Vervolgens worden in hoofdstuk 4 voorschriften gegeven over de educatie.
Hoofdstuk 5 tenslotte bevat overgangsrecht.
Administratieve lasten
In onderhavige regeling is sprake van technische aanpassingen. Ondergetekende voorziet geen gevolgen voor de administratieve
lasten. Het voorstel is daarom niet voorgelegd aan Actal voor de actaltoets.
Artikelsgewijs
Hoofdstuk 2, paragraaf 1
Deze artikelen bevatten bepalingen, die van toepassing zijn op het beroepsonderwijs dat wordt verzorgd aan de instituten voor
doven. Uitgangspunt is dat de wijze van vaststelling van de rijksbijdrage exploitatie (input, output, VOA) en huisvesting
voor de 2 instituten geschiedt op dezelfde wijze als de wijze van vaststelling van de rijksbijdrage voor de instellingen.

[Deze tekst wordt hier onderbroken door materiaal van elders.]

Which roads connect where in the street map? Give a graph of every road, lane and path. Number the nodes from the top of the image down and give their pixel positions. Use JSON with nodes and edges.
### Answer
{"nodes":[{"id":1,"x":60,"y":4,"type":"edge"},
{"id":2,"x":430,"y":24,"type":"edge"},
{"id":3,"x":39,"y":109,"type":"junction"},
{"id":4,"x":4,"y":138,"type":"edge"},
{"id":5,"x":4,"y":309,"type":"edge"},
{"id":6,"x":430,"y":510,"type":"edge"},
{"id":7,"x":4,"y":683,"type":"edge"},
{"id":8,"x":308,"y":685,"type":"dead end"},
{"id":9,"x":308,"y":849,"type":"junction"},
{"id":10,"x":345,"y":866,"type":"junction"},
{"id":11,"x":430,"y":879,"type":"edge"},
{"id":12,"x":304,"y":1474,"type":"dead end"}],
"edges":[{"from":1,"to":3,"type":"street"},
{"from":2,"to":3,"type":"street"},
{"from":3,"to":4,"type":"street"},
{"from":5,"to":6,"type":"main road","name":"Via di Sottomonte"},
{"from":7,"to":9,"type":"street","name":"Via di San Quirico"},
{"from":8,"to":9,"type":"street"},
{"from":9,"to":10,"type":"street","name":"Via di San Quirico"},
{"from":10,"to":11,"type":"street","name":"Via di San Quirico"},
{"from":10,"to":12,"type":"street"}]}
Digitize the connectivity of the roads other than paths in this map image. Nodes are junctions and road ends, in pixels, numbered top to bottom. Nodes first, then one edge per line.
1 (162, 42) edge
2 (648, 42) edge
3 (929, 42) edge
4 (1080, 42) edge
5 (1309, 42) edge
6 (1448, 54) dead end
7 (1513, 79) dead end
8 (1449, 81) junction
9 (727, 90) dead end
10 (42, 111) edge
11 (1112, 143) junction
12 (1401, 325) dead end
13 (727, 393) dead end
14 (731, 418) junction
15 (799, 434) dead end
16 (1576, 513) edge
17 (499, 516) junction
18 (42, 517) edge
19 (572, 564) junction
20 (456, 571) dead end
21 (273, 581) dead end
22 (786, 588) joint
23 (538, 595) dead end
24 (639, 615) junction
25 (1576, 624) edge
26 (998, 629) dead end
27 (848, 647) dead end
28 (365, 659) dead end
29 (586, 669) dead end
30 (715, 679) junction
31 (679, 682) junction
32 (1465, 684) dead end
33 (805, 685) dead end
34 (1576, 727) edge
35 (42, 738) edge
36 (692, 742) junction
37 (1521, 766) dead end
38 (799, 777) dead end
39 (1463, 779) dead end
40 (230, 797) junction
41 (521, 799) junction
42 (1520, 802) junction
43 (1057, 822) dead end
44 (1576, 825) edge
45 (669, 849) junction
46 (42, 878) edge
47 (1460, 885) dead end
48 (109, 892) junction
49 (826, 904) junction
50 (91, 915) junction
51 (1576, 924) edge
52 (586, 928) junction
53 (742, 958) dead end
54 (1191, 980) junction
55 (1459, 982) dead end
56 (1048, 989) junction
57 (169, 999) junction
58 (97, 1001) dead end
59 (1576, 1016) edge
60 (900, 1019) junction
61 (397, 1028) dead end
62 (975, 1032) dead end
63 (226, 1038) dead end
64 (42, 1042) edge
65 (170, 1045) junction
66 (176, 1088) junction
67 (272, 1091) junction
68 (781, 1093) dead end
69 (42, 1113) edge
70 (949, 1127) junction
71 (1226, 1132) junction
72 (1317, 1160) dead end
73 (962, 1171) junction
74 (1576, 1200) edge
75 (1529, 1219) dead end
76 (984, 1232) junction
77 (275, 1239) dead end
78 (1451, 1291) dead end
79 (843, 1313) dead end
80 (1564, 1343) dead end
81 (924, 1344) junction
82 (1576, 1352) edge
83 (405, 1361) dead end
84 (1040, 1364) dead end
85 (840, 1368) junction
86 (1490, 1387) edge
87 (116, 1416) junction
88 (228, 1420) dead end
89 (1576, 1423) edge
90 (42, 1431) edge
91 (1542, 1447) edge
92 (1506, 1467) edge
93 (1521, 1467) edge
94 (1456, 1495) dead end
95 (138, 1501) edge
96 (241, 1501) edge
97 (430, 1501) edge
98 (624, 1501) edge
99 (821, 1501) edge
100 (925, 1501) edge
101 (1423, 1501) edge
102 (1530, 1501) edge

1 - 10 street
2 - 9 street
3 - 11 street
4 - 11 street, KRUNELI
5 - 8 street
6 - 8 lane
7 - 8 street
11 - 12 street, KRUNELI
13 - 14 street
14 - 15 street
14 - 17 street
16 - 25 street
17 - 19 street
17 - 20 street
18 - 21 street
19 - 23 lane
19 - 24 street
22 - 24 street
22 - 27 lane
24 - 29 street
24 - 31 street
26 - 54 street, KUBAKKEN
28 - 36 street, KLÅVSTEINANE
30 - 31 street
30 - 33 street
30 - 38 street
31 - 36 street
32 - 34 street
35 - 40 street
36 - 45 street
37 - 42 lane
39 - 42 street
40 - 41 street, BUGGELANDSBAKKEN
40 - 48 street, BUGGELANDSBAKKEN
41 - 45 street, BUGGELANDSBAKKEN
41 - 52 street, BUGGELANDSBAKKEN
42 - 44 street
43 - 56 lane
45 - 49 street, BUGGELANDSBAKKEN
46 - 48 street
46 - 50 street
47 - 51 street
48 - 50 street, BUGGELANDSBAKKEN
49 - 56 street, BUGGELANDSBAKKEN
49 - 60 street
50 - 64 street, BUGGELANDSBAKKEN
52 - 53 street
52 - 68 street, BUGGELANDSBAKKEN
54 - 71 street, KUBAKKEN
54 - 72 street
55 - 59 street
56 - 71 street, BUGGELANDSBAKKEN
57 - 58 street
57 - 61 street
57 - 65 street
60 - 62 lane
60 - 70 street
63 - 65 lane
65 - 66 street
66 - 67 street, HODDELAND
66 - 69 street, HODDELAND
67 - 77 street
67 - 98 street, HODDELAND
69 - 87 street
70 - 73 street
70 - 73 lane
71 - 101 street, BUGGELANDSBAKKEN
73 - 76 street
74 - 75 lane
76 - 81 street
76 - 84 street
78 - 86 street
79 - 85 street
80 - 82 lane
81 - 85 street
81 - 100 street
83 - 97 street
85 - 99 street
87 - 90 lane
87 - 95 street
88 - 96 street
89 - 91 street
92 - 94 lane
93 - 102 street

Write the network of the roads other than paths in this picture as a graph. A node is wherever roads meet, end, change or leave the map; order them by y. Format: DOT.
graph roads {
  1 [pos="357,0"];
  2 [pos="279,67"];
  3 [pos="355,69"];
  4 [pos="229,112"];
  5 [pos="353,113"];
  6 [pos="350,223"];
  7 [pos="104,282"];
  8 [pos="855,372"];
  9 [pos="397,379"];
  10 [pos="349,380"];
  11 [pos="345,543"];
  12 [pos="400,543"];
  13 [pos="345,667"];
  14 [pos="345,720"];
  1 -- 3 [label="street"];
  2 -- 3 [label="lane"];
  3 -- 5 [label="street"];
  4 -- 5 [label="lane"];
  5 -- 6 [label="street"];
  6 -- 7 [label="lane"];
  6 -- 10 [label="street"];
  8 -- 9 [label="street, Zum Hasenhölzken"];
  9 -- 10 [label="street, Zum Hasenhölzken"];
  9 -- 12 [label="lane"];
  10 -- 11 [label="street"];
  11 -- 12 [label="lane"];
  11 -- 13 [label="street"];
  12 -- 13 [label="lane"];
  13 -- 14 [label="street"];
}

Daarnaast wordt per instituut – gelet op het geringe aantal deelnemers en het specifieke karakter van een instituut voor doven
– een aanvulling op de rijksbijdrage toegekend tot het bekostigingsniveau van deze instituten voor het jaar 1999. Door in
artikel 2.1.4 het bepaalde bij of krachtens artikel 6.1.1 van het UWEB van overeenkomstige toepassing te verklaren zijn ook
de voorschriften van artikel 3.2.1 van deze regeling van toepassing op de instituten voor doven.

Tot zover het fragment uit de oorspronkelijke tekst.